*** Opening of SOURCE MATERIAL ***
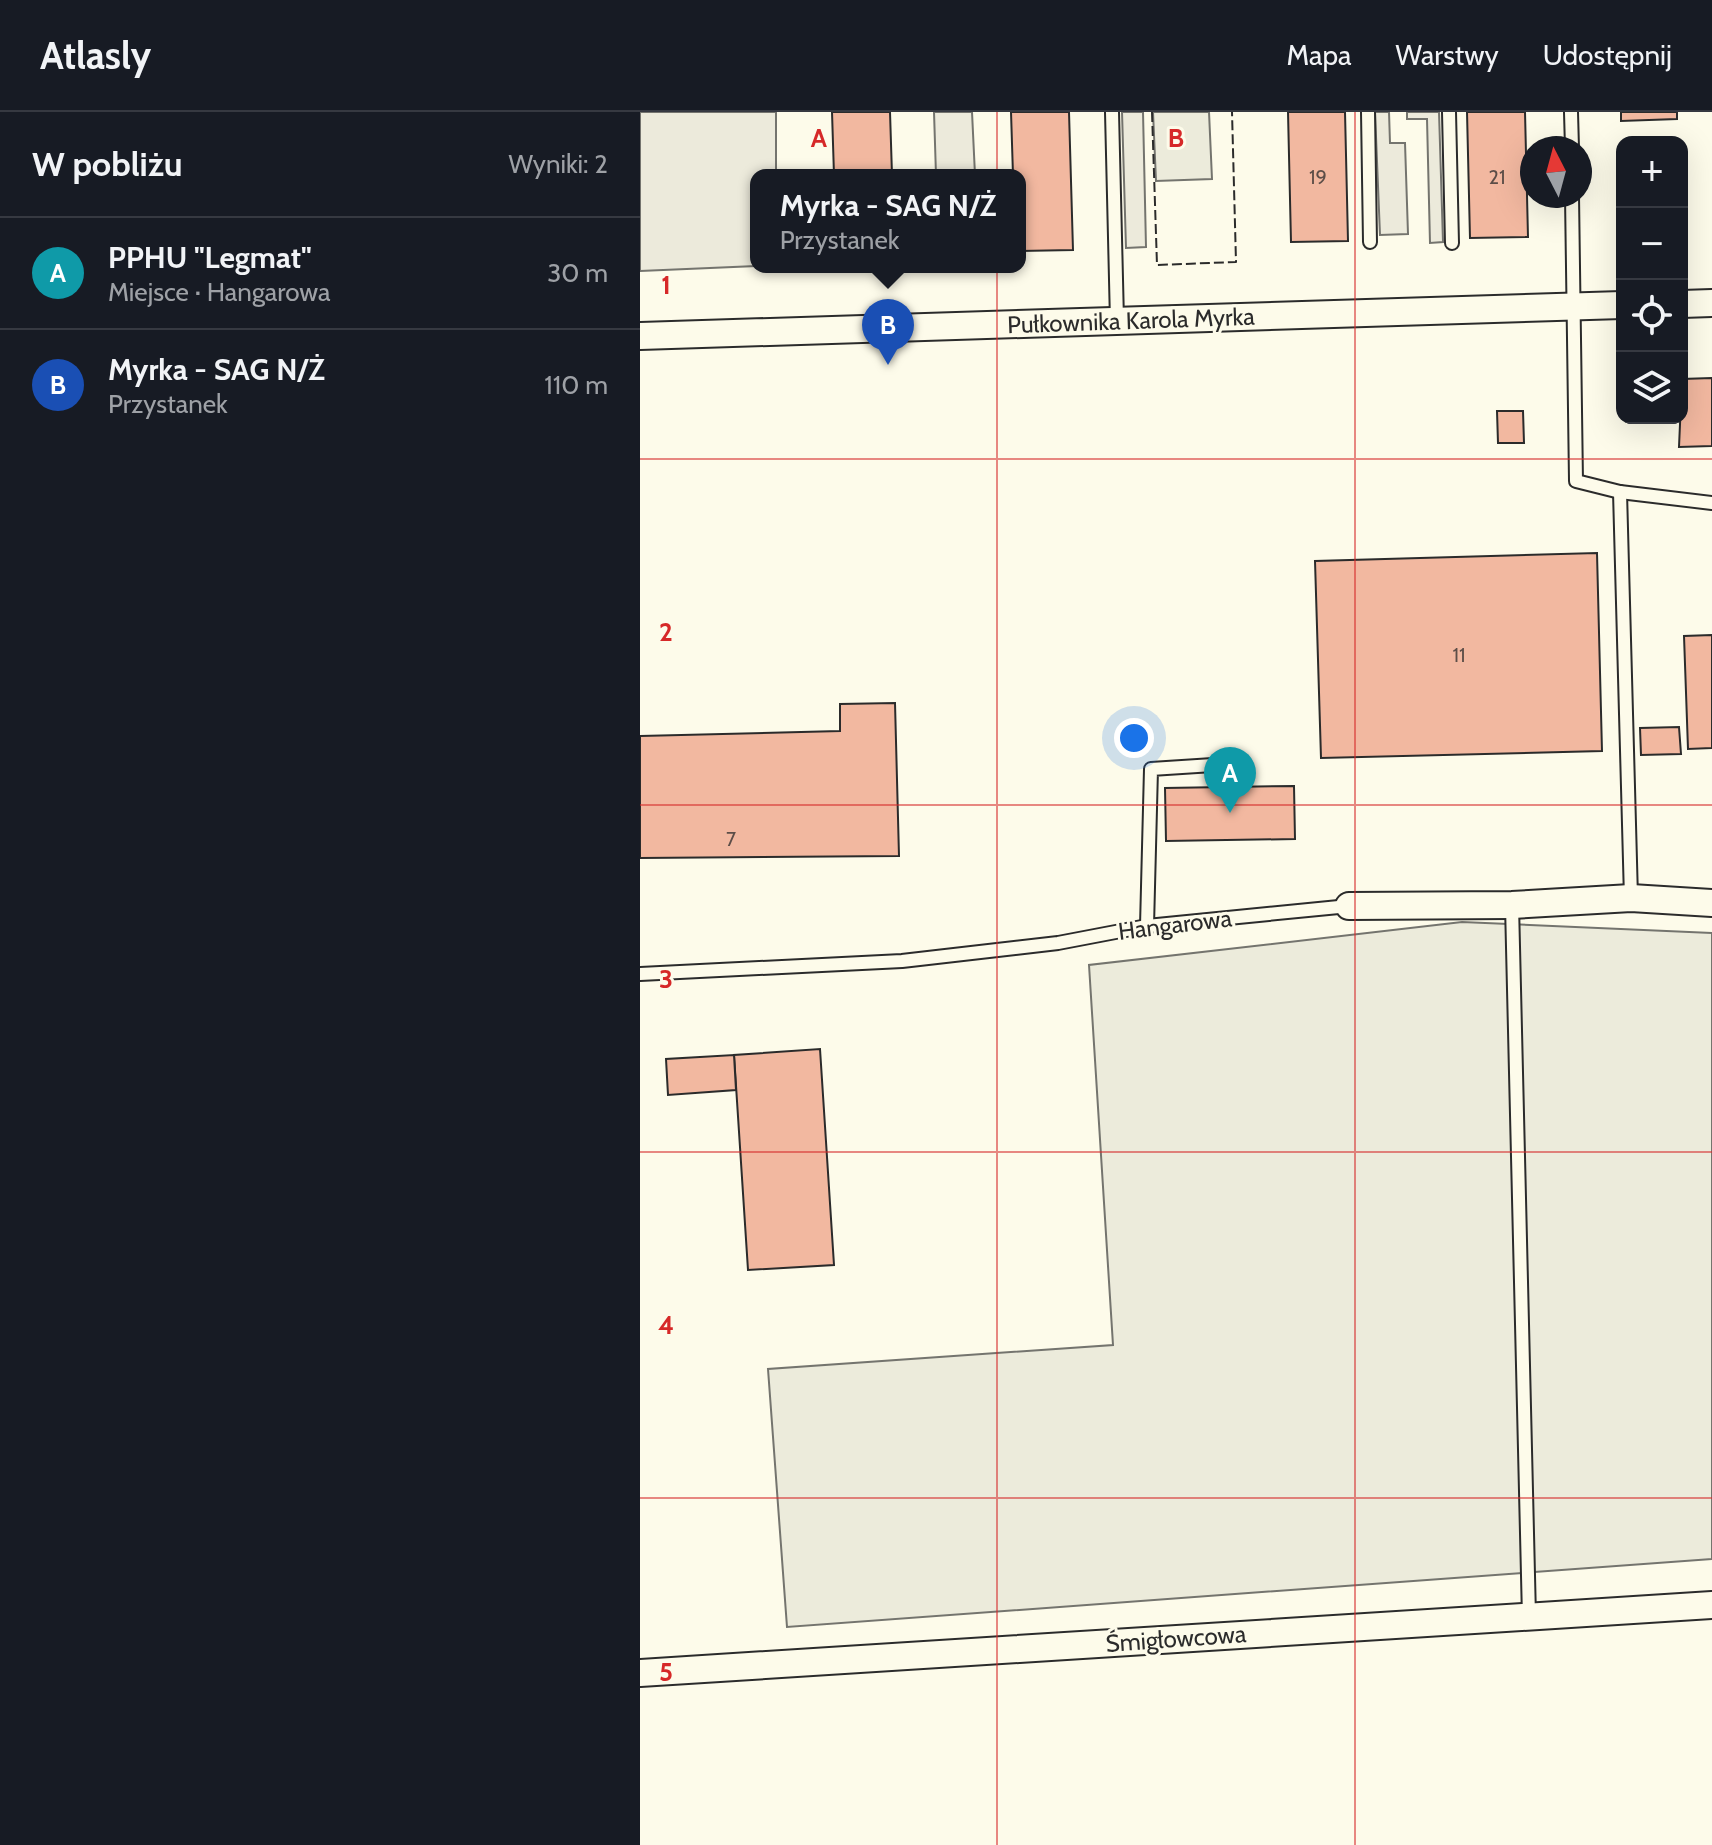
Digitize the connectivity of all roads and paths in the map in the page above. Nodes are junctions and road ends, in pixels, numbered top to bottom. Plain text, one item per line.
1 (1112, 112) edge
2 (1368, 112) edge
3 (1449, 112) edge
4 (1571, 112) edge
5 (1572, 136) edge
6 (1572, 208) edge
7 (1370, 242) dead end
8 (1452, 243) dead end
9 (1712, 303) edge
10 (1688, 304) edge
11 (1616, 305) edge
12 (1573, 307) junction
13 (1117, 321) junction
14 (640, 336) edge
15 (1620, 492) junction
16 (1712, 503) edge
17 (1213, 765) dead end
18 (1631, 898) junction
19 (1712, 903) edge
20 (1512, 905) junction
21 (1349, 906) joint
22 (1147, 926) junction
23 (640, 974) edge
24 (1712, 1605) edge
25 (1529, 1617) junction
26 (640, 1673) edge

1 - 13 lane
2 - 7 lane
3 - 8 lane
4 - 5 lane
6 - 12 lane
9 - 10 street
11 - 12 street, Pułkownika Karola Myrka
12 - 13 street, Pułkownika Karola Myrka
12 - 15 lane
13 - 14 street, Pułkownika Karola Myrka
15 - 16 lane
15 - 18 lane
17 - 22 lane
18 - 19 street, Hangarowa
18 - 20 street, Hangarowa
20 - 21 street, Hangarowa
20 - 25 lane
21 - 22 lane, Hangarowa
22 - 23 lane, Hangarowa
24 - 25 street, Śmigłowcowa
25 - 26 street, Śmigłowcowa

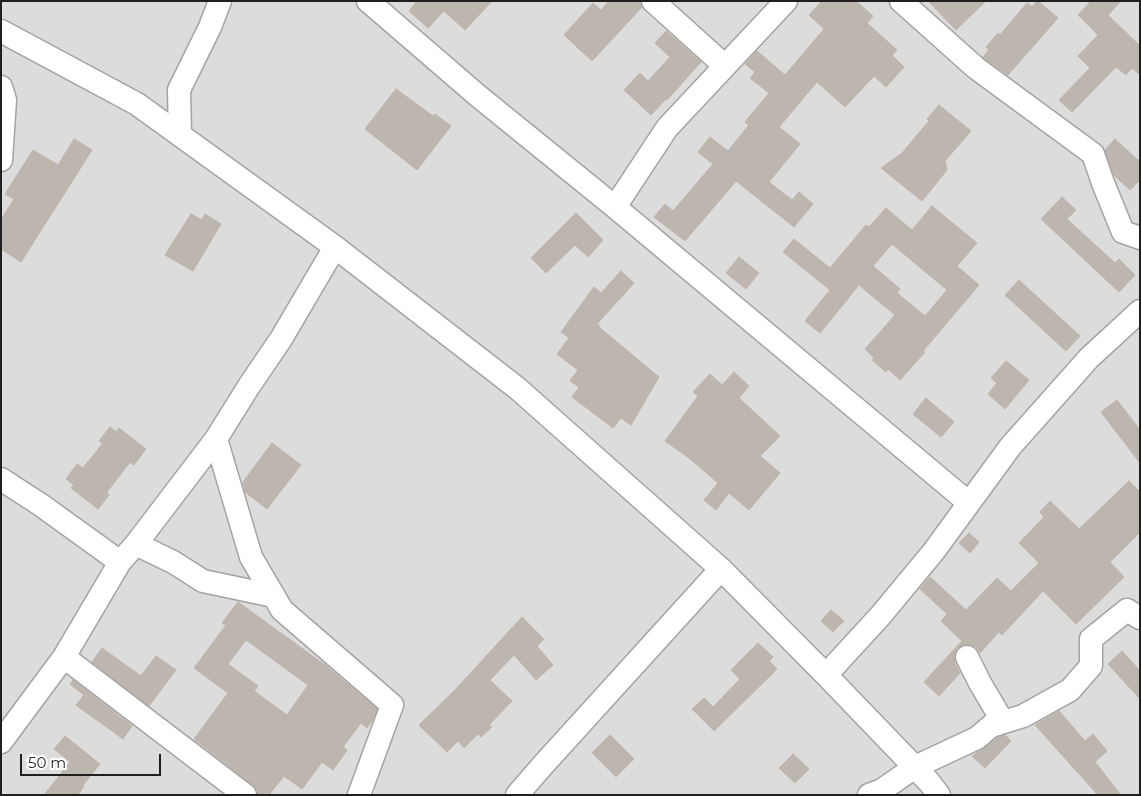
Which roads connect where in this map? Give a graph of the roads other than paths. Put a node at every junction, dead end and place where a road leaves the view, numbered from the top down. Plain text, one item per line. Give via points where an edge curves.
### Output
1 (220, 1) edge
2 (368, 1) edge
3 (653, 1) edge
4 (786, 1) edge
5 (901, 1) edge
6 (4, 38) edge
7 (725, 66) junction
8 (1, 86) edge
9 (180, 134) junction
10 (1, 160) edge
11 (615, 207) junction
12 (1140, 238) edge
13 (335, 247) junction
14 (1140, 311) edge
15 (216, 439) junction
16 (1, 480) edge
17 (970, 503) junction
18 (136, 544) junction
19 (120, 562) junction
20 (721, 569) junction
21 (274, 596) junction
22 (1140, 618) edge
23 (64, 657) junction
24 (967, 657) dead end
25 (826, 675) junction
26 (1003, 722) junction
27 (1, 742) edge
28 (915, 767) junction
29 (245, 795) edge
30 (359, 795) edge
31 (517, 795) edge
32 (870, 795) edge
33 (939, 795) edge

1 - 9 street via 179,90
2 - 11 street
3 - 7 street
4 - 7 street
5 - 12 street via 976,68 1094,154 1123,232
6 - 9 street via 138,104
7 - 11 street via 667,128
8 - 10 street via 4,100
9 - 13 street
11 - 17 street
13 - 15 street via 281,339
13 - 20 street via 517,388
14 - 17 street via 1089,358 1010,447
15 - 18 street
15 - 21 street via 251,557
16 - 19 street
17 - 25 street via 923,566
18 - 19 street
18 - 21 street via 203,581
19 - 23 street
20 - 25 street
20 - 31 street
21 - 30 street via 282,610 392,705
22 - 26 street via 1127,610 1091,639 1091,666 1070,690 1023,716
23 - 27 street
23 - 29 street
24 - 26 street
25 - 28 street
26 - 28 street
28 - 32 street
28 - 33 street

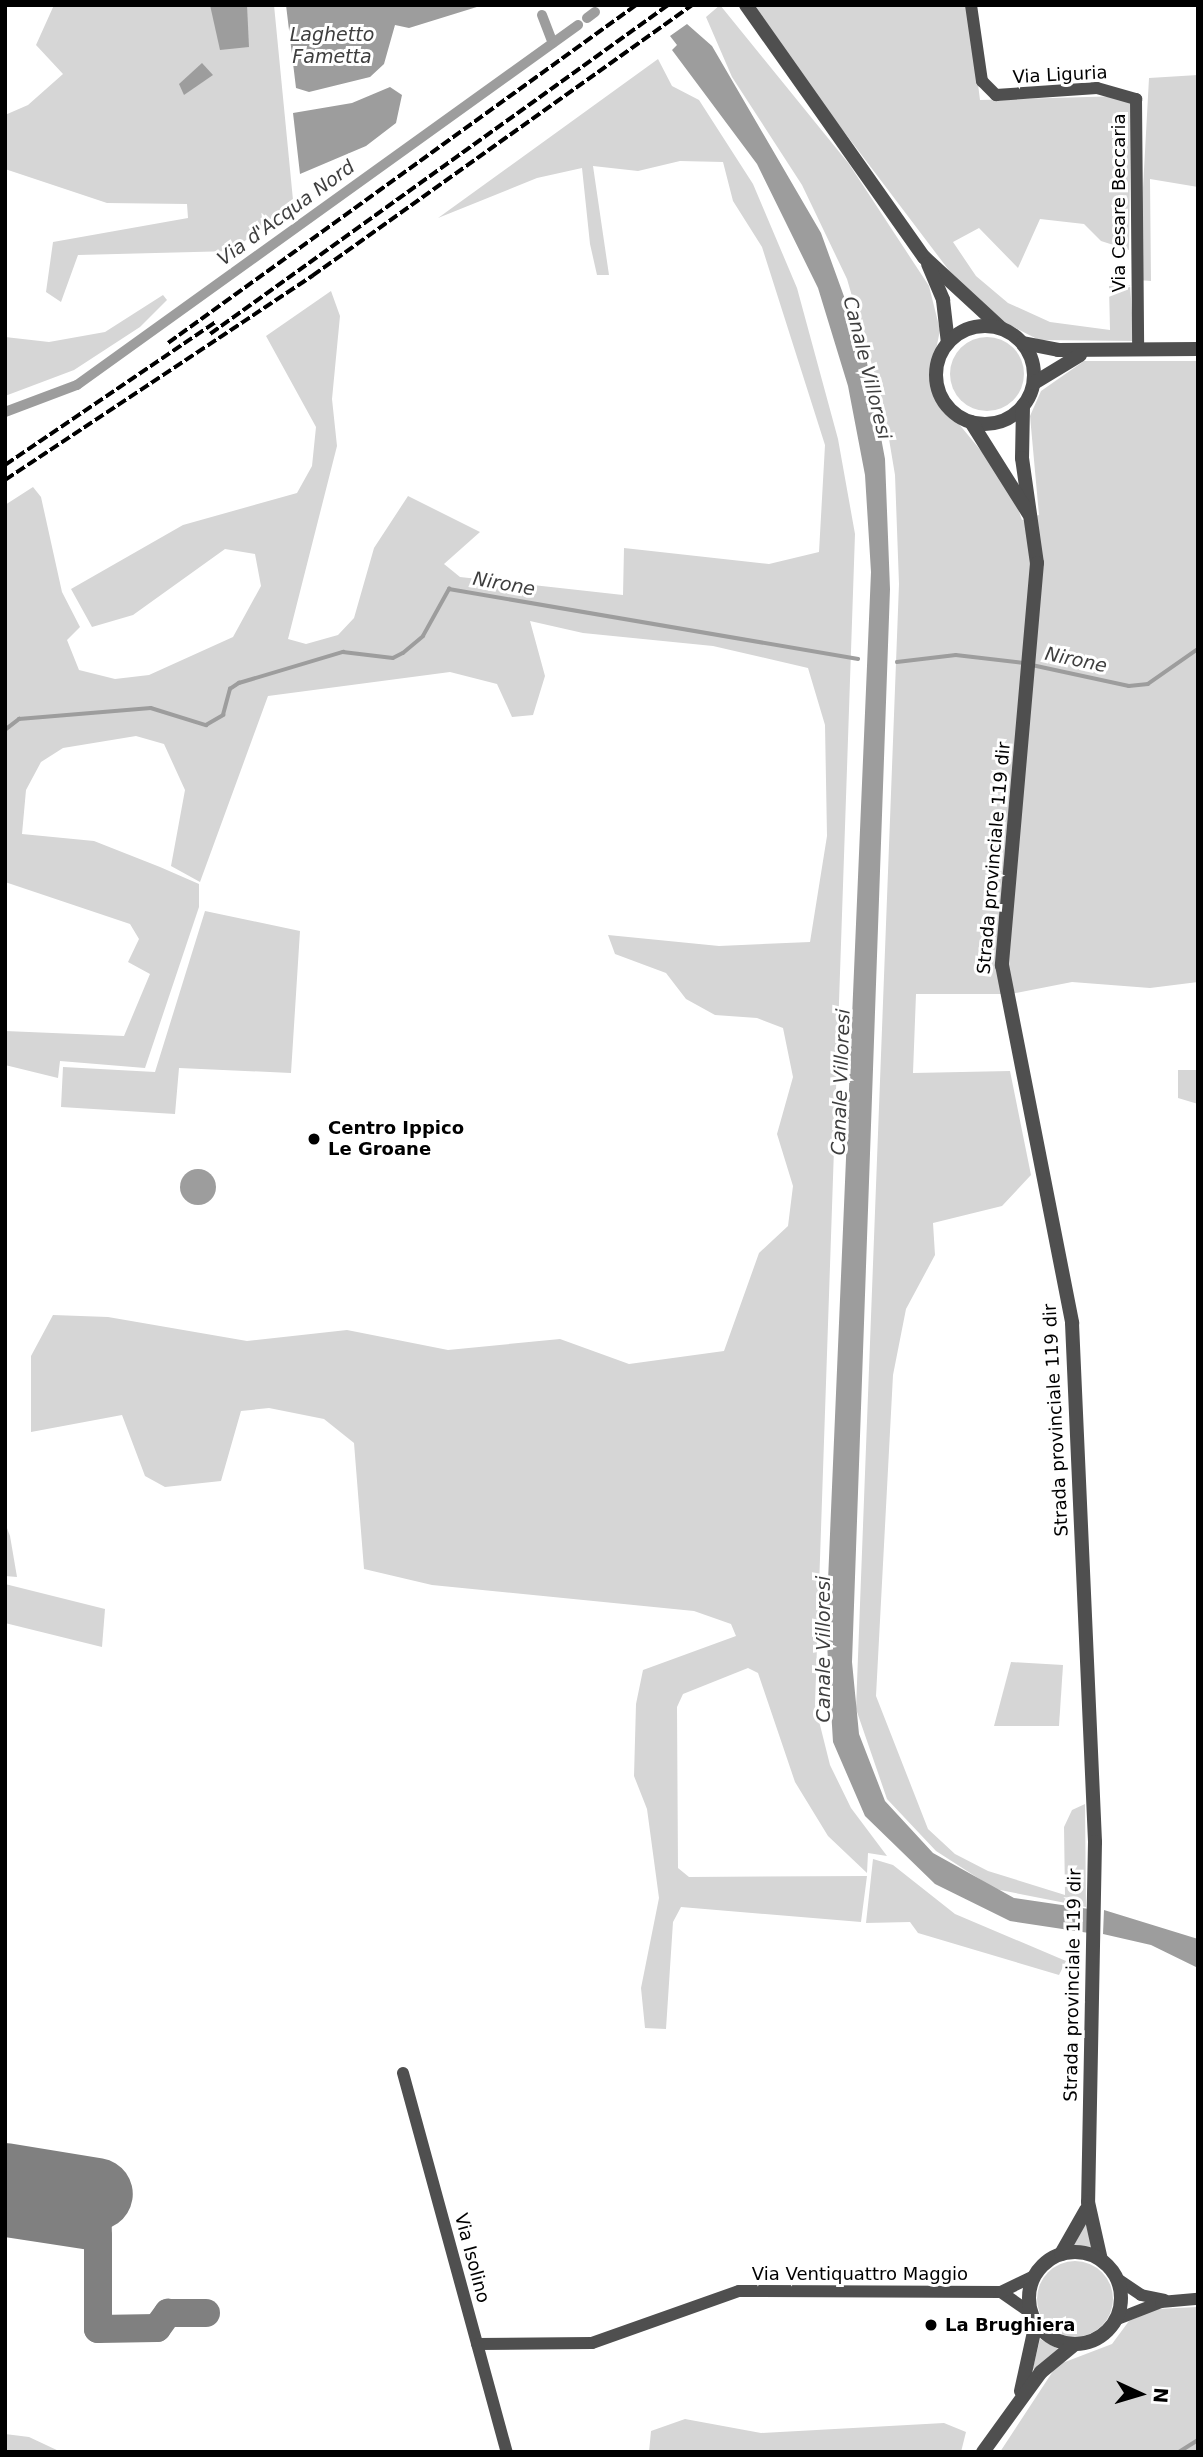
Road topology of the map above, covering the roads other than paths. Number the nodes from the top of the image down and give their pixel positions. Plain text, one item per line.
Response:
1 (746, 5) edge
2 (971, 5) edge
3 (1136, 99) joint
4 (925, 257) junction
5 (1001, 328) junction
6 (948, 343) junction
7 (1023, 343) junction
8 (1138, 348) junction
9 (1198, 349) edge
10 (1095, 351) junction
11 (1034, 383) junction
12 (1023, 406) junction
13 (971, 422) junction
14 (1031, 519) junction
15 (403, 2073) dead end
16 (1088, 2202) junction
17 (1061, 2254) junction
18 (1101, 2260) junction
19 (1034, 2276) junction
20 (1116, 2278) junction
21 (1001, 2292) junction
22 (1171, 2300) junction
23 (1198, 2300) edge
24 (1033, 2318) junction
25 (1115, 2320) junction
26 (477, 2344) junction
27 (1075, 2344) junction
28 (1019, 2399) junction
29 (507, 2452) edge
30 (983, 2452) edge

1 - 4 street
2 - 3 street, Via Liguria
3 - 8 street, Via Cesare Beccaria
4 - 5 street
4 - 6 street
5 - 6 street
5 - 7 street
6 - 13 street
7 - 10 street
7 - 11 street
8 - 9 street
8 - 10 street
10 - 11 street
11 - 12 street
12 - 13 street
12 - 14 street, Strada provinciale 119 dir
13 - 14 street, Strada provinciale 119 dir
14 - 16 street, Strada provinciale 119 dir
15 - 26 street, Via Isolino
16 - 17 street, Strada provinciale 119 dir
16 - 18 street, Strada provinciale 119 dir
17 - 18 street
17 - 19 street
18 - 20 street
19 - 21 street, Via Ventiquattro Maggio
19 - 24 street
20 - 22 street
20 - 25 street
21 - 24 street
21 - 26 street, Via Ventiquattro Maggio
22 - 23 street
22 - 25 street
24 - 27 street
24 - 28 street
25 - 27 street
26 - 29 street, Via Isolino
27 - 28 street
28 - 30 street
*** Close of SOURCE MATERIAL ***
### INSTRUCTIONS TO FOLLOW
Please set the data above down exactly, with the pictures removed.

### FINISHED EXERCISE
Digitize the connectivity of all roads and paths in the map in the page above. Nodes are junctions and road ends, in pixels, numbered top to bottom. Plain text, one item per line.
1 (1112, 112) edge
2 (1368, 112) edge
3 (1449, 112) edge
4 (1571, 112) edge
5 (1572, 136) edge
6 (1572, 208) edge
7 (1370, 242) dead end
8 (1452, 243) dead end
9 (1712, 303) edge
10 (1688, 304) edge
11 (1616, 305) edge
12 (1573, 307) junction
13 (1117, 321) junction
14 (640, 336) edge
15 (1620, 492) junction
16 (1712, 503) edge
17 (1213, 765) dead end
18 (1631, 898) junction
19 (1712, 903) edge
20 (1512, 905) junction
21 (1349, 906) joint
22 (1147, 926) junction
23 (640, 974) edge
24 (1712, 1605) edge
25 (1529, 1617) junction
26 (640, 1673) edge

1 - 13 lane
2 - 7 lane
3 - 8 lane
4 - 5 lane
6 - 12 lane
9 - 10 street
11 - 12 street, Pułkownika Karola Myrka
12 - 13 street, Pułkownika Karola Myrka
12 - 15 lane
13 - 14 street, Pułkownika Karola Myrka
15 - 16 lane
15 - 18 lane
17 - 22 lane
18 - 19 street, Hangarowa
18 - 20 street, Hangarowa
20 - 21 street, Hangarowa
20 - 25 lane
21 - 22 lane, Hangarowa
22 - 23 lane, Hangarowa
24 - 25 street, Śmigłowcowa
25 - 26 street, Śmigłowcowa

Which roads connect where in this map? Give a graph of the roads other than paths. Put a node at every junction, dead end and place where a road leaves the view, numbered from the top down. Plain text, one item per line. Give via points where an edge curves.
### Output
1 (220, 1) edge
2 (368, 1) edge
3 (653, 1) edge
4 (786, 1) edge
5 (901, 1) edge
6 (4, 38) edge
7 (725, 66) junction
8 (1, 86) edge
9 (180, 134) junction
10 (1, 160) edge
11 (615, 207) junction
12 (1140, 238) edge
13 (335, 247) junction
14 (1140, 311) edge
15 (216, 439) junction
16 (1, 480) edge
17 (970, 503) junction
18 (136, 544) junction
19 (120, 562) junction
20 (721, 569) junction
21 (274, 596) junction
22 (1140, 618) edge
23 (64, 657) junction
24 (967, 657) dead end
25 (826, 675) junction
26 (1003, 722) junction
27 (1, 742) edge
28 (915, 767) junction
29 (245, 795) edge
30 (359, 795) edge
31 (517, 795) edge
32 (870, 795) edge
33 (939, 795) edge

1 - 9 street via 179,90
2 - 11 street
3 - 7 street
4 - 7 street
5 - 12 street via 976,68 1094,154 1123,232
6 - 9 street via 138,104
7 - 11 street via 667,128
8 - 10 street via 4,100
9 - 13 street
11 - 17 street
13 - 15 street via 281,339
13 - 20 street via 517,388
14 - 17 street via 1089,358 1010,447
15 - 18 street
15 - 21 street via 251,557
16 - 19 street
17 - 25 street via 923,566
18 - 19 street
18 - 21 street via 203,581
19 - 23 street
20 - 25 street
20 - 31 street
21 - 30 street via 282,610 392,705
22 - 26 street via 1127,610 1091,639 1091,666 1070,690 1023,716
23 - 27 street
23 - 29 street
24 - 26 street
25 - 28 street
26 - 28 street
28 - 32 street
28 - 33 street

Road topology of the map above, covering the roads other than paths. Number the nodes from the top of the image down and give their pixel positions. Plain text, one item per line.
Response:
1 (746, 5) edge
2 (971, 5) edge
3 (1136, 99) joint
4 (925, 257) junction
5 (1001, 328) junction
6 (948, 343) junction
7 (1023, 343) junction
8 (1138, 348) junction
9 (1198, 349) edge
10 (1095, 351) junction
11 (1034, 383) junction
12 (1023, 406) junction
13 (971, 422) junction
14 (1031, 519) junction
15 (403, 2073) dead end
16 (1088, 2202) junction
17 (1061, 2254) junction
18 (1101, 2260) junction
19 (1034, 2276) junction
20 (1116, 2278) junction
21 (1001, 2292) junction
22 (1171, 2300) junction
23 (1198, 2300) edge
24 (1033, 2318) junction
25 (1115, 2320) junction
26 (477, 2344) junction
27 (1075, 2344) junction
28 (1019, 2399) junction
29 (507, 2452) edge
30 (983, 2452) edge

1 - 4 street
2 - 3 street, Via Liguria
3 - 8 street, Via Cesare Beccaria
4 - 5 street
4 - 6 street
5 - 6 street
5 - 7 street
6 - 13 street
7 - 10 street
7 - 11 street
8 - 9 street
8 - 10 street
10 - 11 street
11 - 12 street
12 - 13 street
12 - 14 street, Strada provinciale 119 dir
13 - 14 street, Strada provinciale 119 dir
14 - 16 street, Strada provinciale 119 dir
15 - 26 street, Via Isolino
16 - 17 street, Strada provinciale 119 dir
16 - 18 street, Strada provinciale 119 dir
17 - 18 street
17 - 19 street
18 - 20 street
19 - 21 street, Via Ventiquattro Maggio
19 - 24 street
20 - 22 street
20 - 25 street
21 - 24 street
21 - 26 street, Via Ventiquattro Maggio
22 - 23 street
22 - 25 street
24 - 27 street
24 - 28 street
25 - 27 street
26 - 29 street, Via Isolino
27 - 28 street
28 - 30 street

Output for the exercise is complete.